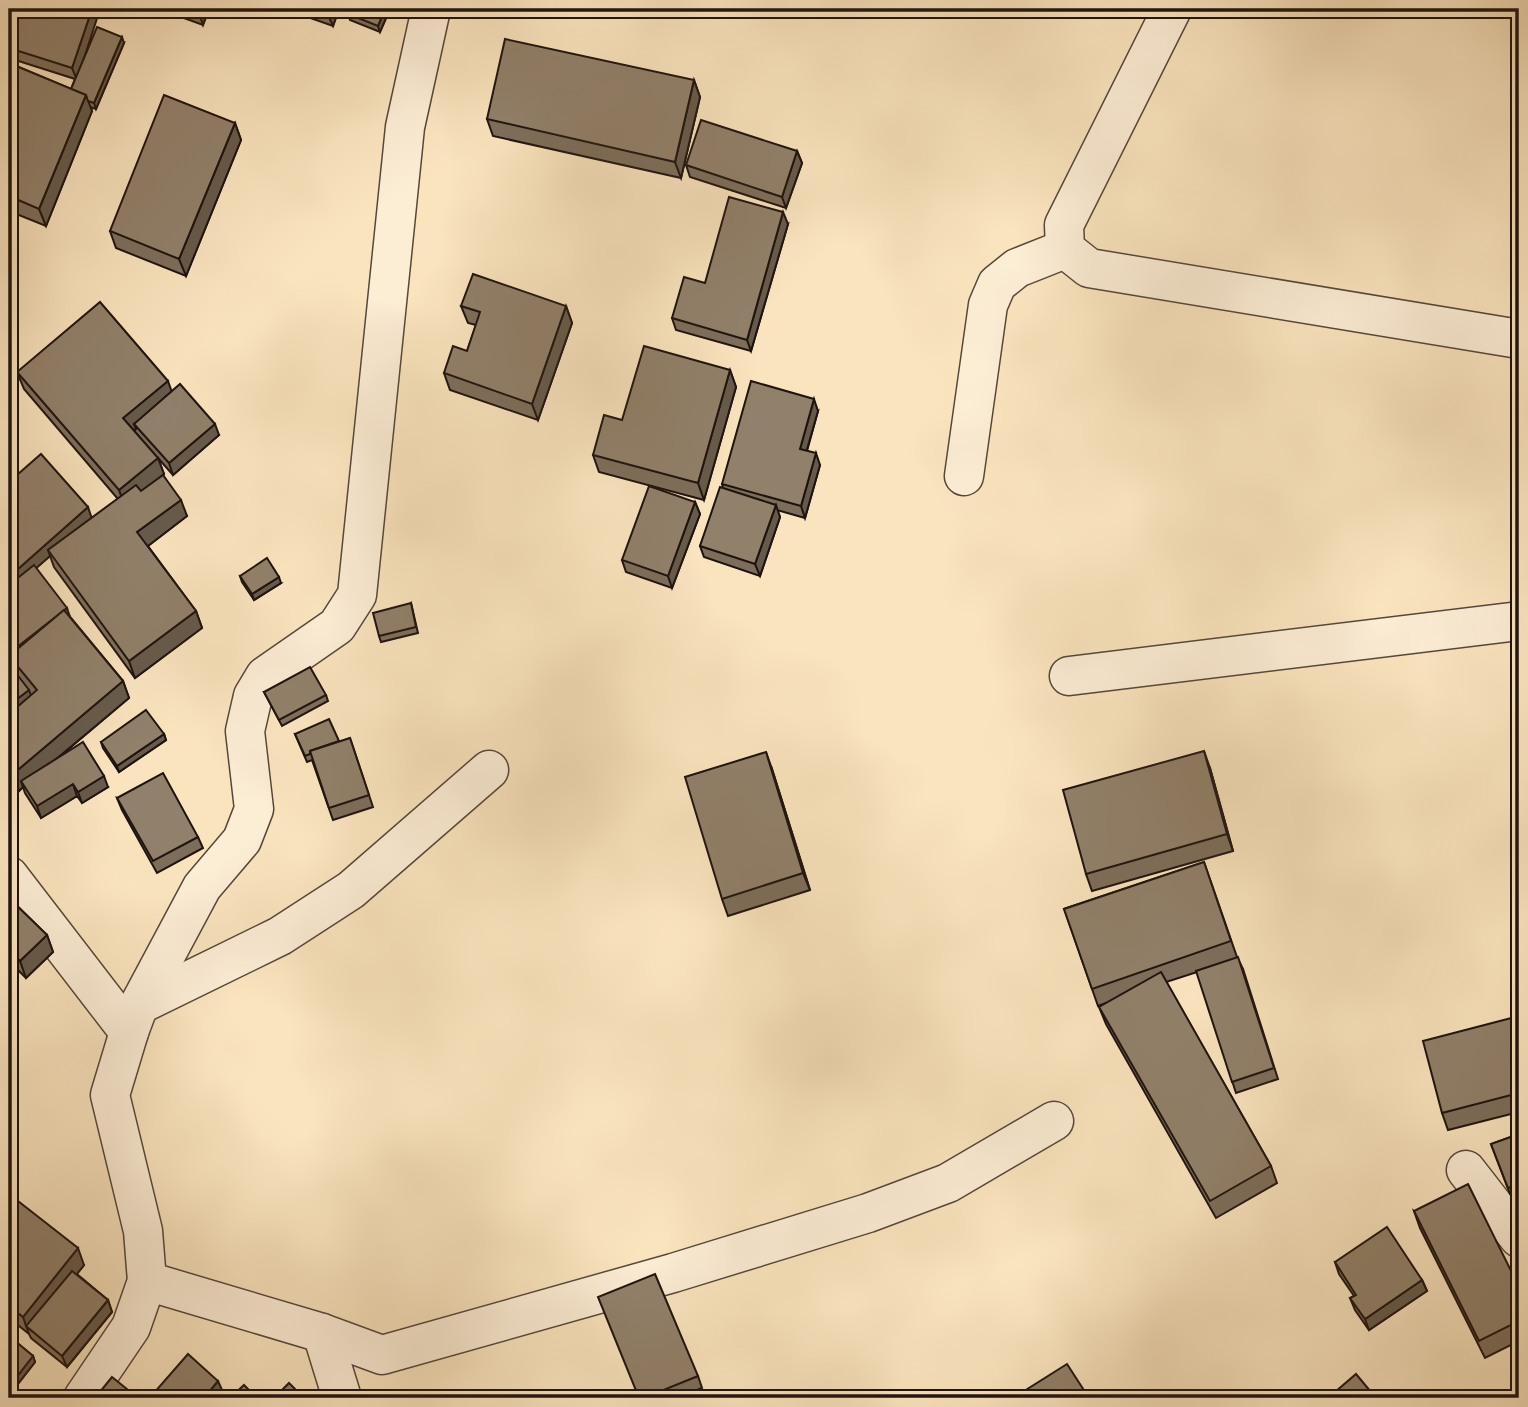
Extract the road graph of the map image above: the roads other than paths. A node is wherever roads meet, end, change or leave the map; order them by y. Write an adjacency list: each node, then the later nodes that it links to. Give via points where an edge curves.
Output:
1 (431, 9): 10 (street, via 405,127 357,595 337,626 264,676 253,696 244,731 254,809 242,840 202,887)
2 (1172, 9): 3 (street, via 1064,225)
3 (1065, 249): 4 (street, via 1089,268); 5 (street, via 1017,268 997,284 988,305)
4 (1519, 339)
5 (964, 476)
6 (1519, 621): 7 (street)
7 (1069, 676)
8 (489, 770): 10 (street, via 351,890 280,936)
9 (9, 876): 10 (street)
10 (134, 1018): 14 (street, via 110,1095 144,1231)
11 (1054, 1121): 15 (street, via 948,1183 868,1213 673,1273 382,1355)
12 (1466, 1170): 13 (street)
13 (1519, 1238)
14 (147, 1281): 15 (street); 16 (street, via 131,1327)
15 (322, 1333): 17 (street)
16 (83, 1398)
17 (342, 1398)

→ **Problem to work on**: From the entries above, output every line exactly and omit any image.

→ **Written reply**:
Extract the road graph of the map image above: the roads other than paths. A node is wherever roads meet, end, change or leave the map; order them by y. Write an adjacency list: each node, then the later nodes that it links to. Give via points where an edge curves.
Output:
1 (431, 9): 10 (street, via 405,127 357,595 337,626 264,676 253,696 244,731 254,809 242,840 202,887)
2 (1172, 9): 3 (street, via 1064,225)
3 (1065, 249): 4 (street, via 1089,268); 5 (street, via 1017,268 997,284 988,305)
4 (1519, 339)
5 (964, 476)
6 (1519, 621): 7 (street)
7 (1069, 676)
8 (489, 770): 10 (street, via 351,890 280,936)
9 (9, 876): 10 (street)
10 (134, 1018): 14 (street, via 110,1095 144,1231)
11 (1054, 1121): 15 (street, via 948,1183 868,1213 673,1273 382,1355)
12 (1466, 1170): 13 (street)
13 (1519, 1238)
14 (147, 1281): 15 (street); 16 (street, via 131,1327)
15 (322, 1333): 17 (street)
16 (83, 1398)
17 (342, 1398)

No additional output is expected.